Exercise description → In the data below, find each line carrying the string "Wall" and copy it out.
-- Opening Marker --
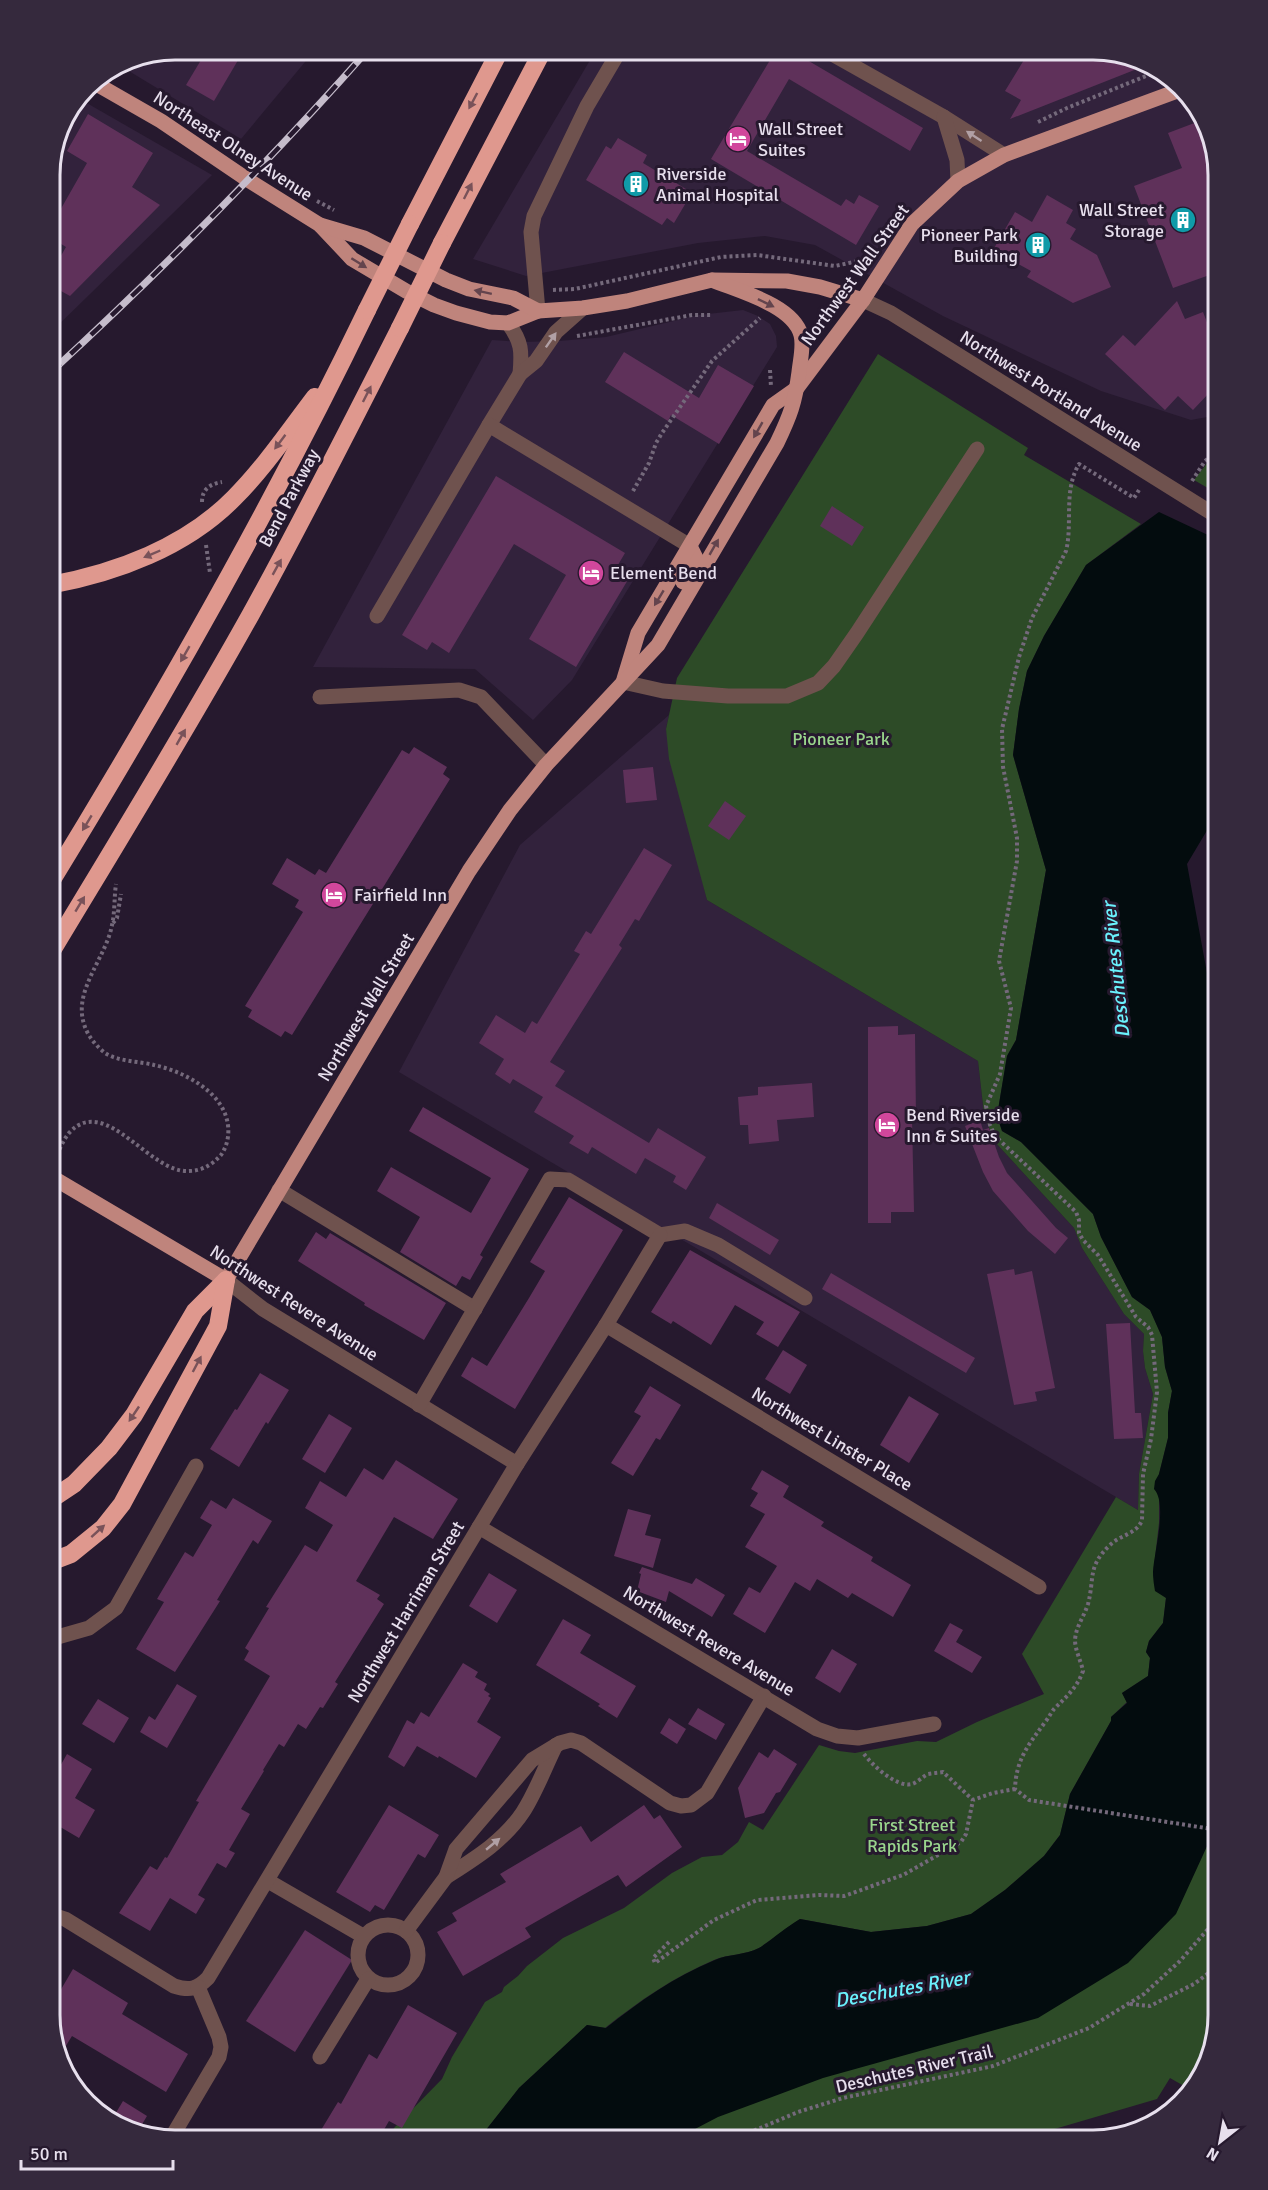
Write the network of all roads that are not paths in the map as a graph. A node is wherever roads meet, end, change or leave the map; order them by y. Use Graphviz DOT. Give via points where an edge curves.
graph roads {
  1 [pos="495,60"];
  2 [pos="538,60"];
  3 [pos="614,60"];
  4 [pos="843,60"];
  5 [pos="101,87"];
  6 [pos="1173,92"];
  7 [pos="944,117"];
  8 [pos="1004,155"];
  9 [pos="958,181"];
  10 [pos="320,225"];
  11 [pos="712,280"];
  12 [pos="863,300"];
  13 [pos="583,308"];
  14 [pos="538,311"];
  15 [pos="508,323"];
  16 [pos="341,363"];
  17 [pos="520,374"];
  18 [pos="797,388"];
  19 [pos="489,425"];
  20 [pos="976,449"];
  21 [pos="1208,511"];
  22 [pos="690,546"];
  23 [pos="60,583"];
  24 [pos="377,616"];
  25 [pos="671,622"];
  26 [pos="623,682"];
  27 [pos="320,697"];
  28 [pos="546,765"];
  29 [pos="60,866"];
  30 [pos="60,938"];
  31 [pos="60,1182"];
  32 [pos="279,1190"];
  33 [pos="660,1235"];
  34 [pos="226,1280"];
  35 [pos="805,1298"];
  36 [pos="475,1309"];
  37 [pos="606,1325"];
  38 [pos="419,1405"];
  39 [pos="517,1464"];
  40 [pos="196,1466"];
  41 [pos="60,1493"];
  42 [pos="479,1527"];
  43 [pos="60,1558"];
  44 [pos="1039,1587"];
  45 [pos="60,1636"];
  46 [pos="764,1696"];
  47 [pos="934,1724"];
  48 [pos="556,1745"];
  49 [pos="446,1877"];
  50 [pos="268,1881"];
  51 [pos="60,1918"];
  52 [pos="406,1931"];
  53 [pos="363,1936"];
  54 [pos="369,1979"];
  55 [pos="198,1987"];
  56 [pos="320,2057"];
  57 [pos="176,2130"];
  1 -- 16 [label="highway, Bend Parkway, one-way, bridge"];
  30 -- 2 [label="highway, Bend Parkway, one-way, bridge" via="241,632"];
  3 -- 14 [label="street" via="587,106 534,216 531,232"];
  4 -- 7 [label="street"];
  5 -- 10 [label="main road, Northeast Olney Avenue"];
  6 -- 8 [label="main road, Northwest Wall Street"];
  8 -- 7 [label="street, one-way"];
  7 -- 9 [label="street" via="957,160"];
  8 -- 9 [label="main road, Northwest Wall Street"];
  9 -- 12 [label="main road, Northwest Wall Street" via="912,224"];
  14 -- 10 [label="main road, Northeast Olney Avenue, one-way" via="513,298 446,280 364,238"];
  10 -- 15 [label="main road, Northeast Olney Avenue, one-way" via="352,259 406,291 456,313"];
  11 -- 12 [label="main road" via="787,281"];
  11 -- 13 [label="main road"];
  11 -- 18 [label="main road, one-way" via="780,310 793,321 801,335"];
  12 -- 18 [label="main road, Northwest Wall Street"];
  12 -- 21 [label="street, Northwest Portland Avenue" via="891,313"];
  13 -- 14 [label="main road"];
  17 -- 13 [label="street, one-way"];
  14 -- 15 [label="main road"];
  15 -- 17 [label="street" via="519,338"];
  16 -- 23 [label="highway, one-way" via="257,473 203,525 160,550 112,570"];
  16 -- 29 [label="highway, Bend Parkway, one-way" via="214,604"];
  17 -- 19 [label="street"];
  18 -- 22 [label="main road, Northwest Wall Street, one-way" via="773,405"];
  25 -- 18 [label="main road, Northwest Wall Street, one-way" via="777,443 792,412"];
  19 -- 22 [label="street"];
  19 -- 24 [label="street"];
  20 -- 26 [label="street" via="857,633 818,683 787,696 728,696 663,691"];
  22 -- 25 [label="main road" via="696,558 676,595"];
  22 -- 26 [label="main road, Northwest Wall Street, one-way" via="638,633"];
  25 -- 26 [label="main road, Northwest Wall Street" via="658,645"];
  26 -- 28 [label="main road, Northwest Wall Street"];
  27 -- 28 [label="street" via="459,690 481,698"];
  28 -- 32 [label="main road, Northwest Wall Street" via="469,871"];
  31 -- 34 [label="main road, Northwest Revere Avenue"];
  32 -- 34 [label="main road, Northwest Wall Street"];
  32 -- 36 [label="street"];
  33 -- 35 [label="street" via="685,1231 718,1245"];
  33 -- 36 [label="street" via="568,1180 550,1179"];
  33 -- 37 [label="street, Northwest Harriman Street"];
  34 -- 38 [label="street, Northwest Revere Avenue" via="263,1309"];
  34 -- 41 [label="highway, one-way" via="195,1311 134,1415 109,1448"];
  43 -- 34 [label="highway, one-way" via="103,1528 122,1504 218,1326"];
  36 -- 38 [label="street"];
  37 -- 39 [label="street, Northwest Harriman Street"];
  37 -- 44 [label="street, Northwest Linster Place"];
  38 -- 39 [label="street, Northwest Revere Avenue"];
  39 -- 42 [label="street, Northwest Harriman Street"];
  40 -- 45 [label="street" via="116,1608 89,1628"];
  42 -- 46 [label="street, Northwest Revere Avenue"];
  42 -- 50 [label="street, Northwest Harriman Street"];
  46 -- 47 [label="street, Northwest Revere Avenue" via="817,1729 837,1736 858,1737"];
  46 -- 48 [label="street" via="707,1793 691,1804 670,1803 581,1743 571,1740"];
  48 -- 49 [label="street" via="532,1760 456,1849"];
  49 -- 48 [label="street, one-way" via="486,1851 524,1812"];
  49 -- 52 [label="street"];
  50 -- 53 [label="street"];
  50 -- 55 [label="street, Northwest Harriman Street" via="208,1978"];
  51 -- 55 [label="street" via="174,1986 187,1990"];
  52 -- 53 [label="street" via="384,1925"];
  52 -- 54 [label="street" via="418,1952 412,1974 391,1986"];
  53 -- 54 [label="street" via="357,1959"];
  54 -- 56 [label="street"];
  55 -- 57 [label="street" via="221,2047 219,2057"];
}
-- Closing Marker --
Task solution →
  6 -- 8 [label="main road, Northwest Wall Street"];
  8 -- 9 [label="main road, Northwest Wall Street"];
  9 -- 12 [label="main road, Northwest Wall Street" via="912,224"];
  12 -- 18 [label="main road, Northwest Wall Street"];
  18 -- 22 [label="main road, Northwest Wall Street, one-way" via="773,405"];
  25 -- 18 [label="main road, Northwest Wall Street, one-way" via="777,443 792,412"];
  22 -- 26 [label="main road, Northwest Wall Street, one-way" via="638,633"];
  25 -- 26 [label="main road, Northwest Wall Street" via="658,645"];
  26 -- 28 [label="main road, Northwest Wall Street"];
  28 -- 32 [label="main road, Northwest Wall Street" via="469,871"];
  32 -- 34 [label="main road, Northwest Wall Street"];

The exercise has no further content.